### WHAT NEEDS TO BE DONE
Give back every record exactly, with its pictures left out.

*-*-*

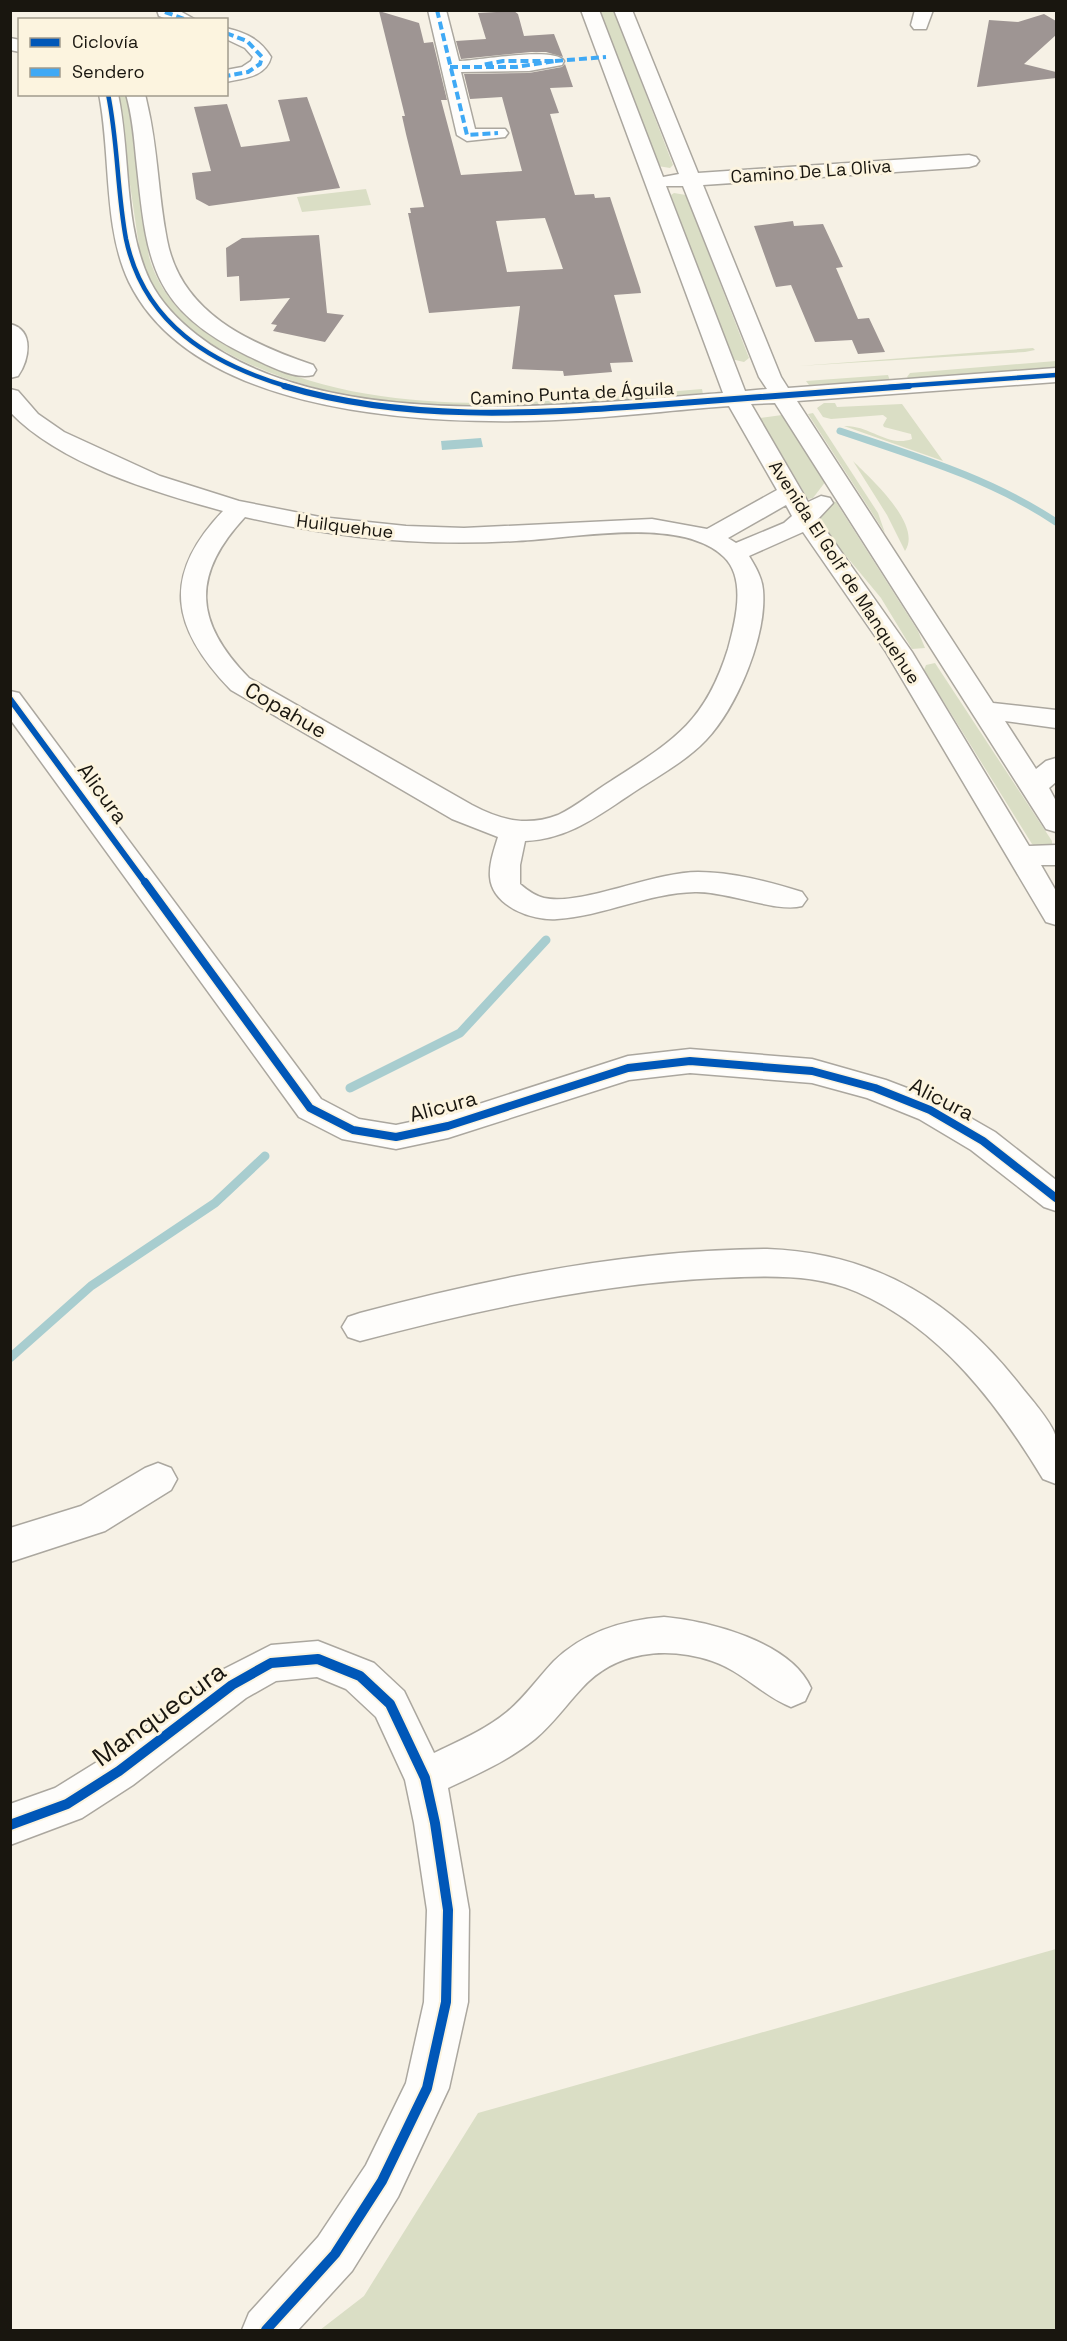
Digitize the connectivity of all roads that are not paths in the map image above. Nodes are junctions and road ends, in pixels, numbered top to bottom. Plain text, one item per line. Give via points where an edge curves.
1 (437, 10) edge
2 (590, 10) edge
3 (622, 10) edge
4 (165, 12) dead end
5 (182, 18) edge
6 (228, 34) edge
7 (606, 57) junction
8 (450, 67) junction
9 (228, 76) edge
10 (108, 96) edge
11 (135, 96) edge
12 (498, 133) dead end
13 (969, 161) dead end
14 (688, 180) junction
15 (653, 183) junction
16 (10, 330) edge
17 (1056, 354) edge
18 (10, 371) edge
19 (1056, 375) edge
20 (775, 386) junction
21 (733, 389) junction
22 (10, 396) edge
23 (840, 488) junction
24 (790, 493) junction
25 (240, 508) junction
26 (805, 518) junction
27 (709, 538) junction
28 (735, 553) junction
29 (948, 655) junction
30 (905, 663) junction
31 (10, 699) edge
32 (983, 710) junction
33 (1056, 719) edge
34 (1056, 767) edge
35 (1034, 786) junction
36 (1056, 822) edge
37 (513, 831) junction
38 (1056, 855) edge
39 (1021, 856) junction
40 (792, 899) dead end
41 (1056, 915) edge
42 (1056, 1198) edge
43 (360, 1328) dead end
44 (1056, 1468) edge
45 (158, 1479) dead end
46 (10, 1545) edge
47 (791, 1688) dead end
48 (425, 1778) junction
49 (10, 1825) edge
50 (266, 2331) edge

1 - 8 street
2 - 7 street, Avenida El Golf de Manquehue
3 - 14 street, Avenida El Golf de Manquehue
4 - 5 street
6 - 9 street via 251,43 262,57 260,64 248,72
7 - 8 street via 555,60 542,65
7 - 15 street, Avenida El Golf de Manquehue
8 - 12 street via 467,135
10 - 21 street, Camino Punta de Águila via 129,251 140,282 157,311 184,337 263,380 371,407 420,412 527,414
11 - 21 street, Camino Punta de Águila via 162,263 176,290 195,312 228,336 273,359 326,377 426,395 488,398
13 - 14 street, Camino De La Oliva
14 - 15 street, Camino De La Oliva
14 - 20 street, Avenida El Golf de Manquehue
15 - 21 street, Avenida El Golf de Manquehue
16 - 18 street via 19,350
17 - 20 street, Camino Punta de Águila
19 - 20 street, Camino Punta de Águila
20 - 21 street, Camino Punta de Águila
20 - 23 street, Avenida El Golf de Manquehue
21 - 24 street, Avenida El Golf de Manquehue
22 - 25 street, Huilquehue via 40,426 94,456 162,485
23 - 26 street
23 - 29 street, Avenida El Golf de Manquehue
24 - 26 street, Avenida El Golf de Manquehue
24 - 27 street
25 - 27 street, Huilquehue via 315,524 398,533 496,535 644,526
25 - 37 street, Copahue via 203,553 195,580 193,610 205,642 219,664 240,684 462,812 488,825
26 - 28 street via 793,528
26 - 30 street, Avenida El Golf de Manquehue
27 - 28 street, Huilquehue
28 - 37 street, Copahue via 751,594 745,630 736,663 697,733 580,818 535,831
29 - 30 street via 919,657
29 - 32 street, Avenida El Golf de Manquehue
30 - 39 street, Avenida El Golf de Manquehue
31 - 42 street, Alicura via 310,1108 353,1130 396,1137 448,1126 628,1068 690,1061 752,1064 812,1071 875,1088 930,1110 983,1141
32 - 33 street
32 - 35 street, Avenida El Golf de Manquehue
34 - 35 street
35 - 36 street, Avenida El Golf de Manquehue
37 - 40 street via 505,864 506,885 533,905 556,910 696,882 727,884
38 - 39 street
39 - 41 street, Avenida El Golf de Manquehue
43 - 44 street via 437,1306 594,1275 751,1262 841,1271 896,1295 931,1320 992,1377 1019,1410
45 - 46 street via 92,1519
47 - 48 street via 771,1669 721,1644 693,1637 641,1636 600,1650 583,1661 507,1736
48 - 49 street, Manquecura via 390,1704 360,1676 318,1659 271,1663 232,1685 119,1772 67,1804
48 - 50 street, Manquecura via 448,1910 446,2001 427,2088 382,2181 335,2254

*-*-*

### TASK ANSWER
Digitize the connectivity of all roads that are not paths in the map image above. Nodes are junctions and road ends, in pixels, numbered top to bottom. Plain text, one item per line. Give via points where an edge curves.
1 (437, 10) edge
2 (590, 10) edge
3 (622, 10) edge
4 (165, 12) dead end
5 (182, 18) edge
6 (228, 34) edge
7 (606, 57) junction
8 (450, 67) junction
9 (228, 76) edge
10 (108, 96) edge
11 (135, 96) edge
12 (498, 133) dead end
13 (969, 161) dead end
14 (688, 180) junction
15 (653, 183) junction
16 (10, 330) edge
17 (1056, 354) edge
18 (10, 371) edge
19 (1056, 375) edge
20 (775, 386) junction
21 (733, 389) junction
22 (10, 396) edge
23 (840, 488) junction
24 (790, 493) junction
25 (240, 508) junction
26 (805, 518) junction
27 (709, 538) junction
28 (735, 553) junction
29 (948, 655) junction
30 (905, 663) junction
31 (10, 699) edge
32 (983, 710) junction
33 (1056, 719) edge
34 (1056, 767) edge
35 (1034, 786) junction
36 (1056, 822) edge
37 (513, 831) junction
38 (1056, 855) edge
39 (1021, 856) junction
40 (792, 899) dead end
41 (1056, 915) edge
42 (1056, 1198) edge
43 (360, 1328) dead end
44 (1056, 1468) edge
45 (158, 1479) dead end
46 (10, 1545) edge
47 (791, 1688) dead end
48 (425, 1778) junction
49 (10, 1825) edge
50 (266, 2331) edge

1 - 8 street
2 - 7 street, Avenida El Golf de Manquehue
3 - 14 street, Avenida El Golf de Manquehue
4 - 5 street
6 - 9 street via 251,43 262,57 260,64 248,72
7 - 8 street via 555,60 542,65
7 - 15 street, Avenida El Golf de Manquehue
8 - 12 street via 467,135
10 - 21 street, Camino Punta de Águila via 129,251 140,282 157,311 184,337 263,380 371,407 420,412 527,414
11 - 21 street, Camino Punta de Águila via 162,263 176,290 195,312 228,336 273,359 326,377 426,395 488,398
13 - 14 street, Camino De La Oliva
14 - 15 street, Camino De La Oliva
14 - 20 street, Avenida El Golf de Manquehue
15 - 21 street, Avenida El Golf de Manquehue
16 - 18 street via 19,350
17 - 20 street, Camino Punta de Águila
19 - 20 street, Camino Punta de Águila
20 - 21 street, Camino Punta de Águila
20 - 23 street, Avenida El Golf de Manquehue
21 - 24 street, Avenida El Golf de Manquehue
22 - 25 street, Huilquehue via 40,426 94,456 162,485
23 - 26 street
23 - 29 street, Avenida El Golf de Manquehue
24 - 26 street, Avenida El Golf de Manquehue
24 - 27 street
25 - 27 street, Huilquehue via 315,524 398,533 496,535 644,526
25 - 37 street, Copahue via 203,553 195,580 193,610 205,642 219,664 240,684 462,812 488,825
26 - 28 street via 793,528
26 - 30 street, Avenida El Golf de Manquehue
27 - 28 street, Huilquehue
28 - 37 street, Copahue via 751,594 745,630 736,663 697,733 580,818 535,831
29 - 30 street via 919,657
29 - 32 street, Avenida El Golf de Manquehue
30 - 39 street, Avenida El Golf de Manquehue
31 - 42 street, Alicura via 310,1108 353,1130 396,1137 448,1126 628,1068 690,1061 752,1064 812,1071 875,1088 930,1110 983,1141
32 - 33 street
32 - 35 street, Avenida El Golf de Manquehue
34 - 35 street
35 - 36 street, Avenida El Golf de Manquehue
37 - 40 street via 505,864 506,885 533,905 556,910 696,882 727,884
38 - 39 street
39 - 41 street, Avenida El Golf de Manquehue
43 - 44 street via 437,1306 594,1275 751,1262 841,1271 896,1295 931,1320 992,1377 1019,1410
45 - 46 street via 92,1519
47 - 48 street via 771,1669 721,1644 693,1637 641,1636 600,1650 583,1661 507,1736
48 - 49 street, Manquecura via 390,1704 360,1676 318,1659 271,1663 232,1685 119,1772 67,1804
48 - 50 street, Manquecura via 448,1910 446,2001 427,2088 382,2181 335,2254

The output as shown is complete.